Memories from the War, the Eisenhower Years
In honor of Holocaust Remembrance Day (or Yom Hashoah) on May 5, I’m sharing a note that my dad, Harry Zubkoff, wrote to an individual 50 years after his Army service ended. I recently found this note, plus another one about the Eisenhower years, in Harry’s computer files. I believe both notes are worth sharing for history’s sake. Harry’s loved ones will enjoy these photos from his time in Germany.
In November 1996, Harry wrote to someone (unknown) with a few details on World War II and concentration camps. He had served with an Army mission from 1943 to 1946 to hunt down Nazi war criminals and gather evidence for the Nuremberg Trials. (You can read about his experience in an earlier post on this blog.)
When the Allies invaded the continent of Europe in June 1944, the Russians were already moving west toward Europe’s heartland. A great many Germans could see the handwriting on the wall and started making preparations for their inevitable defeat. The Russians were the first to come across the concentration camps, most of them in eastern Poland, and the word started to spread about the horrors they were finding. By the way, most people only hear about the major camps and believe there were only about a dozen or so. The truth is, there were several hundred camps, all of them competing to see who could kill the most people in the shortest period of time. Anyway, those Germans who could see ahead, wanted to avoid the Russians, realizing that the atrocities the German armies had inflicted on the Russians the previous year were about to be returned by a vengeful Russian army. Hundreds of thousands of them fled westward, hoping to be captured by the Americans.
Starting in October/November 1944, about six months before the war ended, some Germans decided to hedge their bets, so to speak.
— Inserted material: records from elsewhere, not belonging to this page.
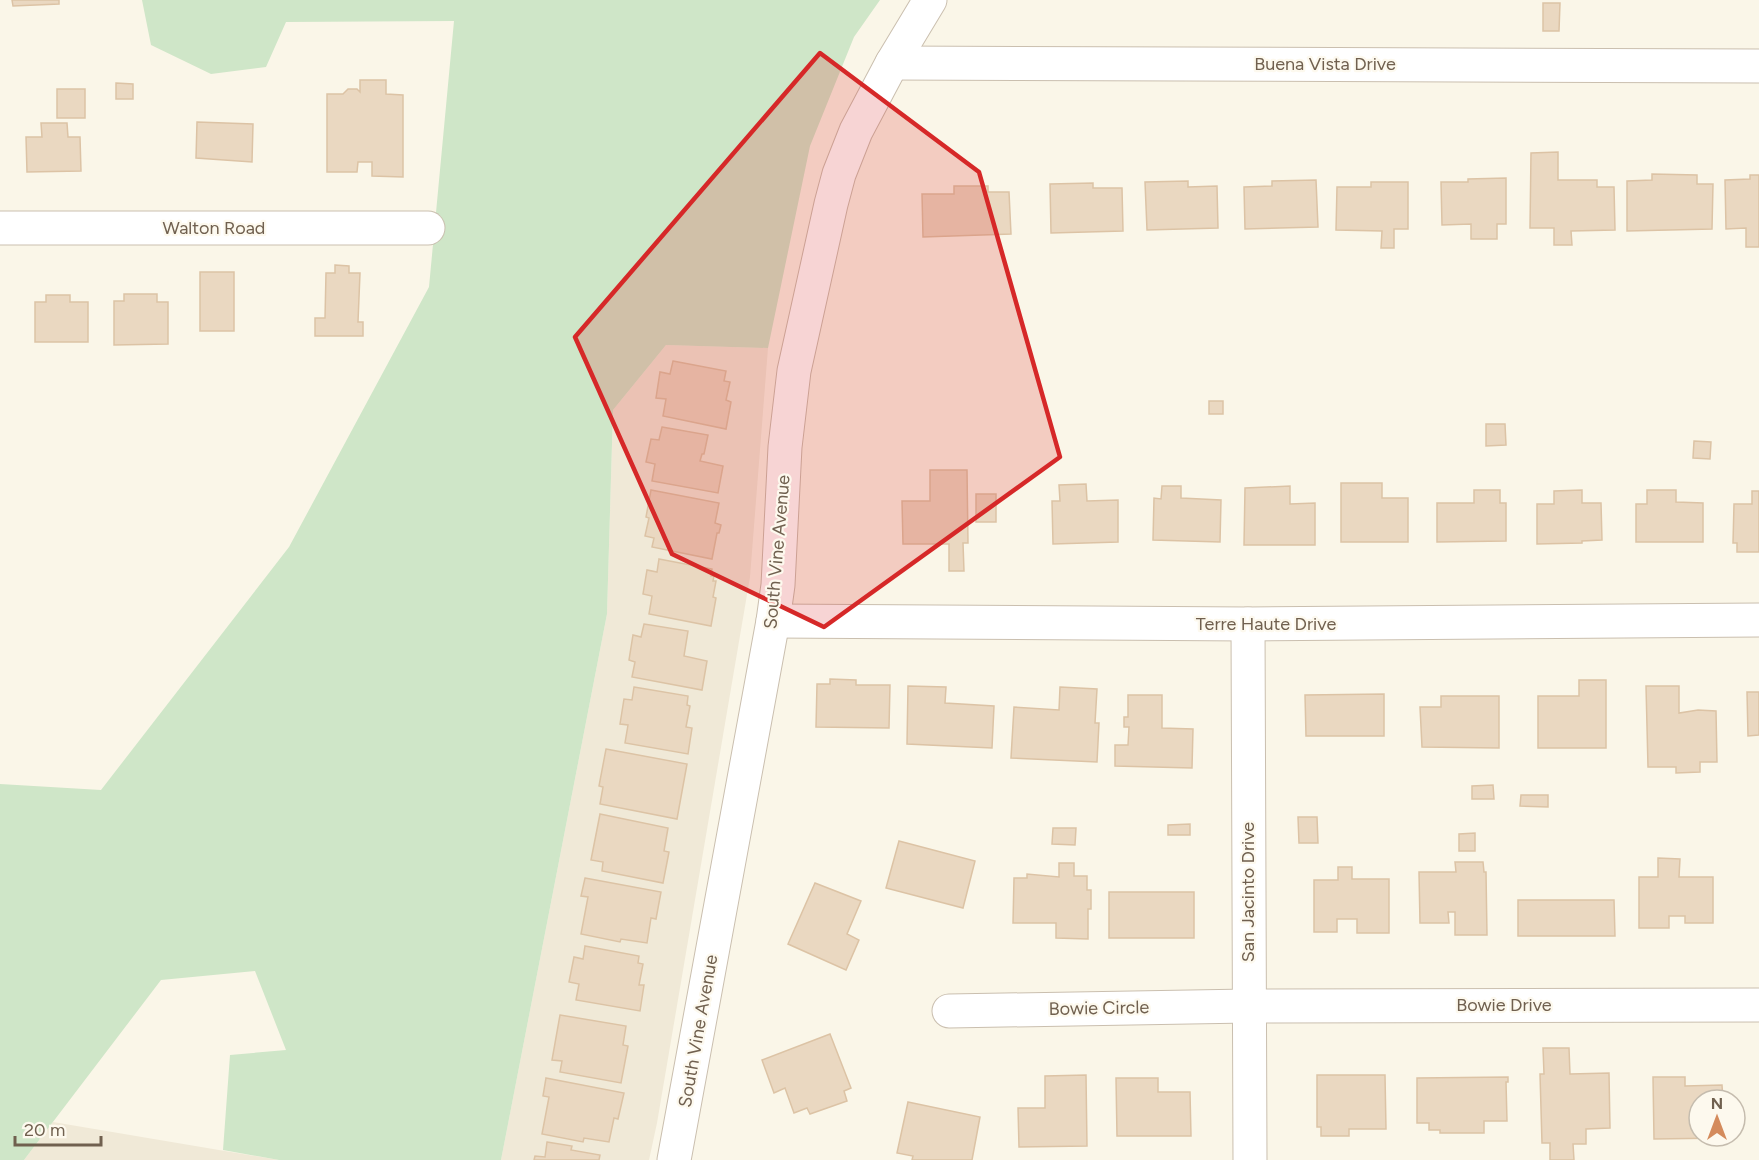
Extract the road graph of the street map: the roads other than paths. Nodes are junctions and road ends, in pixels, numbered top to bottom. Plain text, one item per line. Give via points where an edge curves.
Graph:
1 (930, 0) edge
2 (892, 63) junction
3 (1759, 66) edge
4 (0, 228) edge
5 (428, 228) dead end
6 (1759, 620) edge
7 (773, 621) junction
8 (1248, 624) junction
9 (1759, 1005) edge
10 (1248, 1006) junction
11 (949, 1011) dead end
12 (674, 1160) edge
13 (1250, 1160) edge

1 - 2 street, South Vine Avenue
2 - 3 street, Buena Vista Drive
2 - 7 street, South Vine Avenue via 856,131 839,174 803,326 789,414
4 - 5 street, Walton Road
6 - 8 street, Terre Haute Drive
7 - 8 street, Terre Haute Drive
7 - 12 street, South Vine Avenue
8 - 10 street, San Jacinto Drive
9 - 10 street, Bowie Drive
10 - 11 street, Bowie Circle
10 - 13 street, San Jacinto Drive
They would pick the strongest or healthiest young Jews, mostly young women but some men, too, who could be expected to survive under the harsh conditions they would face until the war was over, and help them to “escape”. They would also provide shelter, such as it was, and some food – enough to keep them alive. The survivors could then testify, if need be, to the fact that their benefactors had saved their lives. True, it was a risk for them – they could perhaps be sent to the camps themselves if caught. But it was a calculated risk, and for most of them it paid off. It’s also true that there were some righteous people among them who acted for humane reasons, but not very many.
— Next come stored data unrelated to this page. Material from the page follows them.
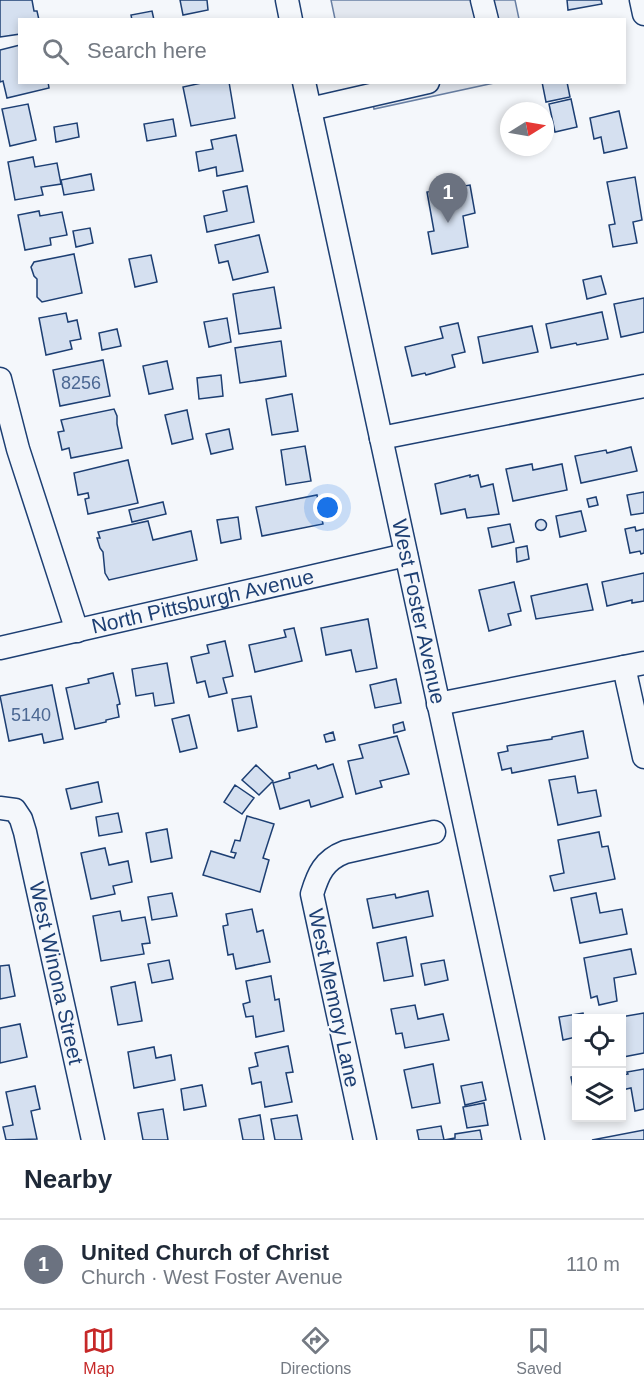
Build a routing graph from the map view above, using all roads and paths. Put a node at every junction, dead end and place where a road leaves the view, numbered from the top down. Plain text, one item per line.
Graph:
1 (287, 0) edge
2 (482, 0) edge
3 (641, 0) edge
4 (644, 14) edge
5 (291, 18) edge
6 (486, 18) edge
7 (304, 84) edge
8 (419, 84) edge
9 (310, 109) junction
10 (0, 379) edge
11 (644, 386) edge
12 (381, 438) junction
13 (406, 555) junction
14 (77, 631) junction
15 (0, 648) edge
16 (634, 665) edge
17 (438, 704) junction
18 (644, 757) edge
19 (8, 809) edge
20 (434, 832) dead end
21 (93, 1140) edge
22 (365, 1140) edge
23 (533, 1140) edge

1 - 5 street
2 - 6 street
3 - 4 street
7 - 9 street, West Foster Avenue
8 - 9 street
9 - 12 street, West Foster Avenue
10 - 14 street
11 - 12 street
12 - 13 street, West Foster Avenue
13 - 14 street, North Pittsburgh Avenue
13 - 17 street, West Foster Avenue
14 - 15 street, North Pittsburgh Avenue
16 - 17 street
16 - 18 street
17 - 23 street, West Foster Avenue
19 - 21 street, West Winona Street
20 - 22 street, West Memory Lane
When the invading armies got close, the Germans who were stationed at the camps almost all fled, tearing off their uniforms and joining the thousands of refugees streaming along the roads. Your grandmother was one of hundreds of similar survivors we found at that time, all with similar stories to tell. What had happened to them was terrible, worse than anyone in your generation can ever imagine. But what happened to them in the immediate aftermath of the war, at the hands of us Americans, was enough to break your heart. I don’t think that part of the story has ever been adequately told. You should ask your grandmother what happened after she was freed, and how she found her way to America.
The Eisenhower years
In March 2010, Harry jotted these thoughts to someone (again, unknown). He refers to Presidents Eisenhower and Truman, Secretary of Defense George Marshall, and Senator McCarthy. History buffs may especially appreciate Harry’s perspectives. (You can read about his experience during the McCarthy era in an earlier post on this blog.)
This is my understanding of Eisenhower’s treatment of Marshall. Senator McCarthy, whose claim to fame rested solely on his fiery anti-communism and his accusations that there were communists in the State Dept. and the Defense Dept. (though he never, never once, named one), attacked George Marshall. He called him a man “steeped in falsehoods” and accused him of harboring communists in the State and Defense Depts. and of catering to Russian requests, etc. etc. Eisenhower, who owed his career to Marshall, and was now the Republican candidate for President, had ignored McCarthy while he was an Army officer, but as a political candidate he had to take a position. I got this from the speech-writing fraternity (a small world in the government, especially at State, Defense and White House).
While campaigning in Wisconsin, McCarthy’s home state, Ike had a prepared speech defending Marshall in strong terms against McCarthy’s charges. But, when it came time to use it, he gave the speech but left out all references to Marshall. He did what all politicians do, he backed away from a fight he thought he couldn’t win – and to hell with principle. The newspapers all commented on it, and I remember that TIME magazine especially gave him a hard time about it. But, what the hell, he won the election and became President – twice, two terms. But he could have stopped McCarthy a lot earlier. As it was, McCarthy figured he had nothing to fear from Eisenhower, so he went ahead to accuse the Army of harboring communists and started holding hearings. That’s when Eisenhower finally decided to stand up and fight – now he was President. Those famous hearings were televised and drew the biggest TV audience ever – up to that time – 1953, I think. McCarthy was finally discredited, later reprimanded by the Senate, and died in disgrace.
But Ike never defended Marshall. He resigned as Sec/Def in 1951, while Ike was campaigning for Pres. The scuttlebutt was that Truman wanted him to stay on with the expectation that Ike would also ask him to stay on if he were elected, but Marshall declined and – get this – because he did not want to put Eisenhower in the embarrassing position of deciding whether to keep him on or not.